======== Material for this exercise
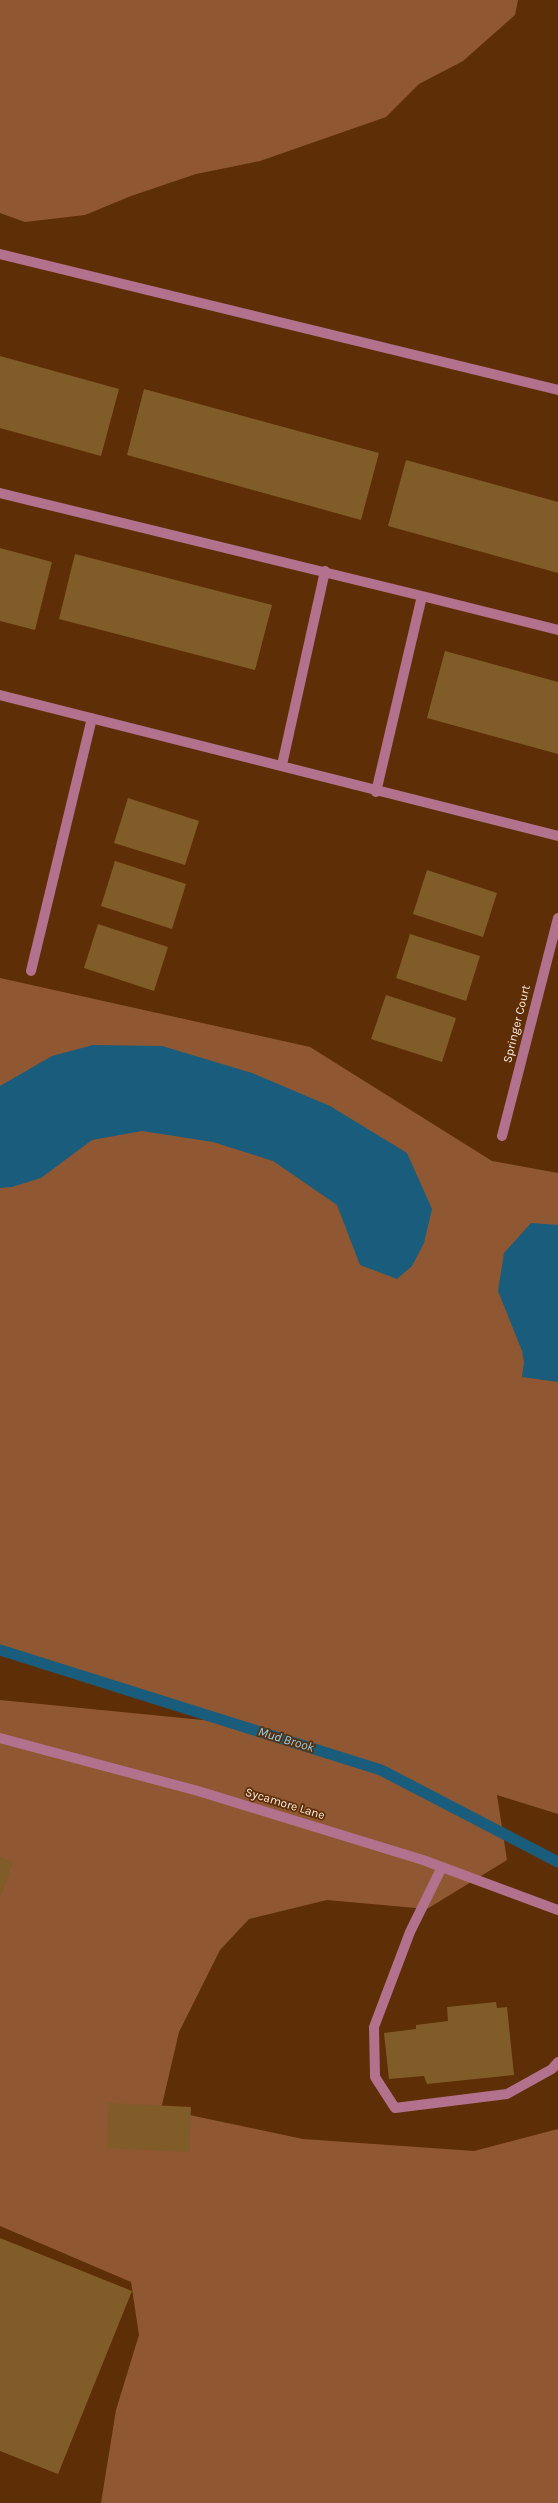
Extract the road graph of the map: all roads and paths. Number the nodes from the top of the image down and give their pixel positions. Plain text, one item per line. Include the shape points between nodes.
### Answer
1 (0, 254) edge
2 (558, 390) edge
3 (0, 493) edge
4 (325, 571) junction
5 (422, 596) junction
6 (558, 630) edge
7 (0, 694) edge
8 (92, 718) junction
9 (282, 765) junction
10 (376, 792) junction
11 (558, 836) edge
12 (558, 918) edge
13 (31, 971) dead end
14 (502, 1136) dead end
15 (0, 1738) edge
16 (442, 1867) junction
17 (558, 1910) edge
18 (558, 2062) edge

1 - 2 street
3 - 4 street
4 - 5 street
4 - 9 street
5 - 6 street
5 - 10 street
7 - 8 street
8 - 9 street
8 - 13 street
9 - 10 street
10 - 11 street
12 - 14 street, Springer Court
15 - 16 street, Sycamore Lane via 198,1791
16 - 17 street, Sycamore Lane
16 - 18 street via 410,1932 374,2027 375,2077 395,2108 507,2094 552,2069

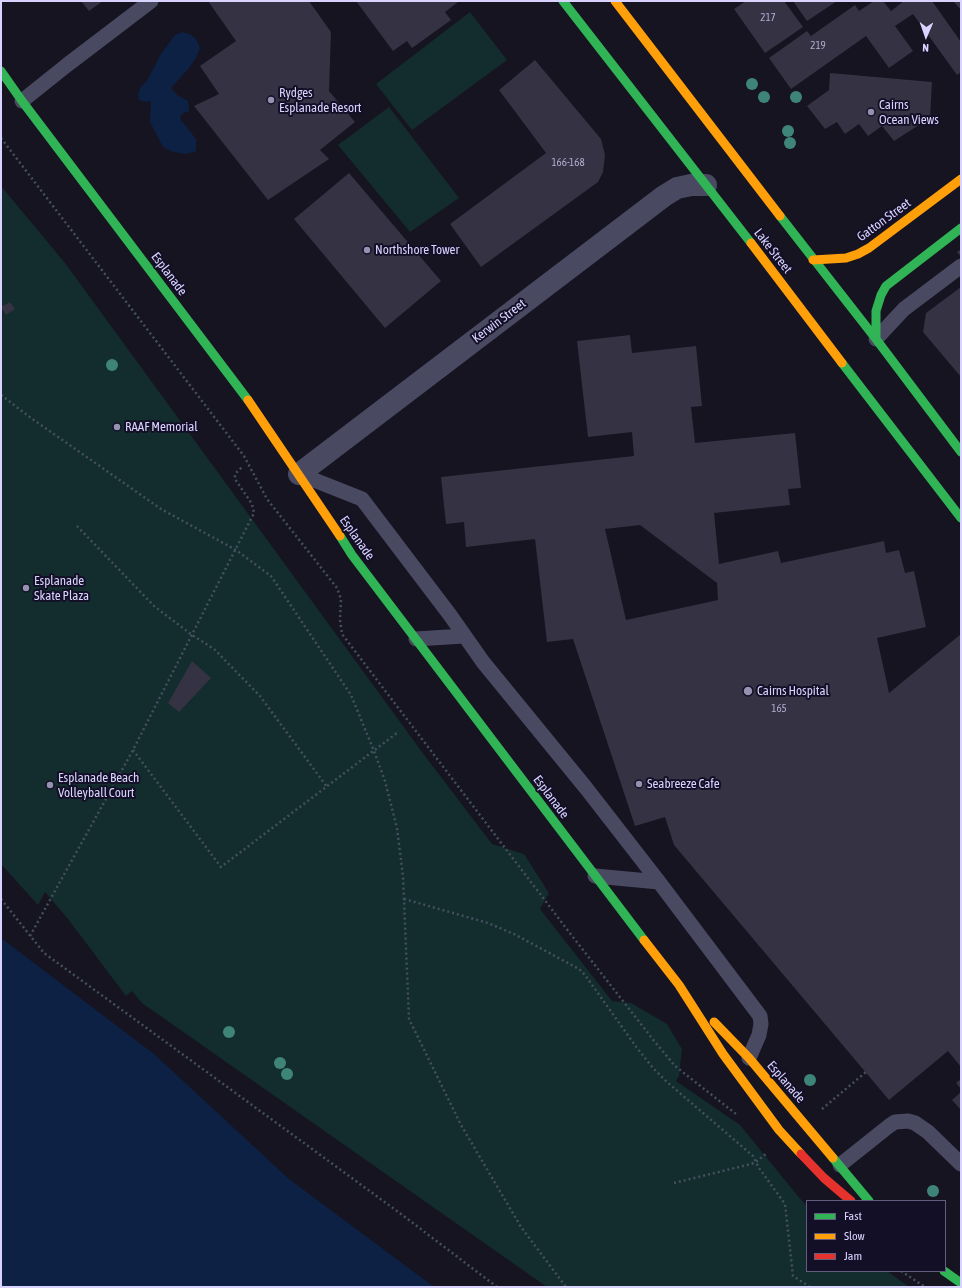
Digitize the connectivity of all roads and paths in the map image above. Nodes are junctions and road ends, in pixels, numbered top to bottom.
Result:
1 (151, 1) edge
2 (563, 1) edge
3 (615, 1) edge
4 (1, 71) edge
5 (1, 80) edge
6 (22, 101) junction
7 (1, 138) edge
8 (961, 179) edge
9 (706, 185) junction
10 (961, 228) edge
11 (813, 260) junction
12 (961, 266) edge
13 (876, 340) junction
14 (1, 395) edge
15 (961, 452) edge
16 (242, 467) dead end
17 (299, 474) junction
18 (961, 518) edge
19 (77, 526) dead end
20 (236, 550) junction
21 (192, 635) junction
22 (464, 636) junction
23 (416, 639) junction
24 (397, 733) dead end
25 (133, 750) junction
26 (374, 751) junction
27 (327, 787) junction
28 (595, 876) junction
29 (659, 882) junction
30 (1, 899) edge
31 (404, 899) junction
32 (30, 936) junction
33 (679, 985) junction
34 (749, 1058) junction
35 (866, 1072) dead end
36 (818, 1112) dead end
37 (742, 1119) dead end
38 (770, 1151) dead end
39 (756, 1162) junction
40 (961, 1164) edge
41 (832, 1171) junction
42 (674, 1184) dead end
43 (850, 1200) edge
44 (868, 1200) edge
45 (903, 1272) edge
46 (945, 1272) edge
47 (961, 1283) edge
48 (497, 1287) edge
49 (566, 1287) edge
50 (810, 1287) edge
51 (926, 1287) edge

1 - 6 lane
2 - 9 street, Lake Street
3 - 11 street, Lake Street
4 - 6 street, Esplanade
5 - 6 street, Esplanade
6 - 17 street, Esplanade
7 - 37 path
8 - 11 street, Gatton Street
9 - 17 street, Kerwin Street
9 - 18 street, Lake Street
10 - 13 street
11 - 13 street, Lake Street
12 - 13 lane
13 - 15 street, Lake Street
14 - 20 path
16 - 20 path
17 - 22 lane
17 - 23 street, Esplanade
19 - 21 path
20 - 21 path
20 - 26 path
21 - 25 path
21 - 27 path
22 - 23 lane
22 - 29 lane
23 - 28 street, Esplanade
24 - 26 path
25 - 27 path
25 - 32 path
26 - 27 path
26 - 31 path
28 - 29 lane
28 - 33 street, Esplanade
29 - 34 lane
30 - 32 path
31 - 39 path
31 - 49 path
32 - 48 path
33 - 34 street, Esplanade
33 - 41 street, Esplanade
34 - 41 street, Esplanade
35 - 36 path
38 - 39 path
39 - 42 path
39 - 50 path
40 - 41 lane
41 - 43 street, Esplanade
41 - 44 street, Esplanade
45 - 51 path
46 - 47 street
================
**Aim of the exercise**
Quote every record above exactly, leaving out any pictures.

**Expected answer**
Extract the road graph of the map: all roads and paths. Number the nodes from the top of the image down and give their pixel positions. Plain text, one item per line. Include the shape points between nodes.
### Answer
1 (0, 254) edge
2 (558, 390) edge
3 (0, 493) edge
4 (325, 571) junction
5 (422, 596) junction
6 (558, 630) edge
7 (0, 694) edge
8 (92, 718) junction
9 (282, 765) junction
10 (376, 792) junction
11 (558, 836) edge
12 (558, 918) edge
13 (31, 971) dead end
14 (502, 1136) dead end
15 (0, 1738) edge
16 (442, 1867) junction
17 (558, 1910) edge
18 (558, 2062) edge

1 - 2 street
3 - 4 street
4 - 5 street
4 - 9 street
5 - 6 street
5 - 10 street
7 - 8 street
8 - 9 street
8 - 13 street
9 - 10 street
10 - 11 street
12 - 14 street, Springer Court
15 - 16 street, Sycamore Lane via 198,1791
16 - 17 street, Sycamore Lane
16 - 18 street via 410,1932 374,2027 375,2077 395,2108 507,2094 552,2069

Digitize the connectivity of all roads and paths in the map image above. Nodes are junctions and road ends, in pixels, numbered top to bottom.
Result:
1 (151, 1) edge
2 (563, 1) edge
3 (615, 1) edge
4 (1, 71) edge
5 (1, 80) edge
6 (22, 101) junction
7 (1, 138) edge
8 (961, 179) edge
9 (706, 185) junction
10 (961, 228) edge
11 (813, 260) junction
12 (961, 266) edge
13 (876, 340) junction
14 (1, 395) edge
15 (961, 452) edge
16 (242, 467) dead end
17 (299, 474) junction
18 (961, 518) edge
19 (77, 526) dead end
20 (236, 550) junction
21 (192, 635) junction
22 (464, 636) junction
23 (416, 639) junction
24 (397, 733) dead end
25 (133, 750) junction
26 (374, 751) junction
27 (327, 787) junction
28 (595, 876) junction
29 (659, 882) junction
30 (1, 899) edge
31 (404, 899) junction
32 (30, 936) junction
33 (679, 985) junction
34 (749, 1058) junction
35 (866, 1072) dead end
36 (818, 1112) dead end
37 (742, 1119) dead end
38 (770, 1151) dead end
39 (756, 1162) junction
40 (961, 1164) edge
41 (832, 1171) junction
42 (674, 1184) dead end
43 (850, 1200) edge
44 (868, 1200) edge
45 (903, 1272) edge
46 (945, 1272) edge
47 (961, 1283) edge
48 (497, 1287) edge
49 (566, 1287) edge
50 (810, 1287) edge
51 (926, 1287) edge

1 - 6 lane
2 - 9 street, Lake Street
3 - 11 street, Lake Street
4 - 6 street, Esplanade
5 - 6 street, Esplanade
6 - 17 street, Esplanade
7 - 37 path
8 - 11 street, Gatton Street
9 - 17 street, Kerwin Street
9 - 18 street, Lake Street
10 - 13 street
11 - 13 street, Lake Street
12 - 13 lane
13 - 15 street, Lake Street
14 - 20 path
16 - 20 path
17 - 22 lane
17 - 23 street, Esplanade
19 - 21 path
20 - 21 path
20 - 26 path
21 - 25 path
21 - 27 path
22 - 23 lane
22 - 29 lane
23 - 28 street, Esplanade
24 - 26 path
25 - 27 path
25 - 32 path
26 - 27 path
26 - 31 path
28 - 29 lane
28 - 33 street, Esplanade
29 - 34 lane
30 - 32 path
31 - 39 path
31 - 49 path
32 - 48 path
33 - 34 street, Esplanade
33 - 41 street, Esplanade
34 - 41 street, Esplanade
35 - 36 path
38 - 39 path
39 - 42 path
39 - 50 path
40 - 41 lane
41 - 43 street, Esplanade
41 - 44 street, Esplanade
45 - 51 path
46 - 47 street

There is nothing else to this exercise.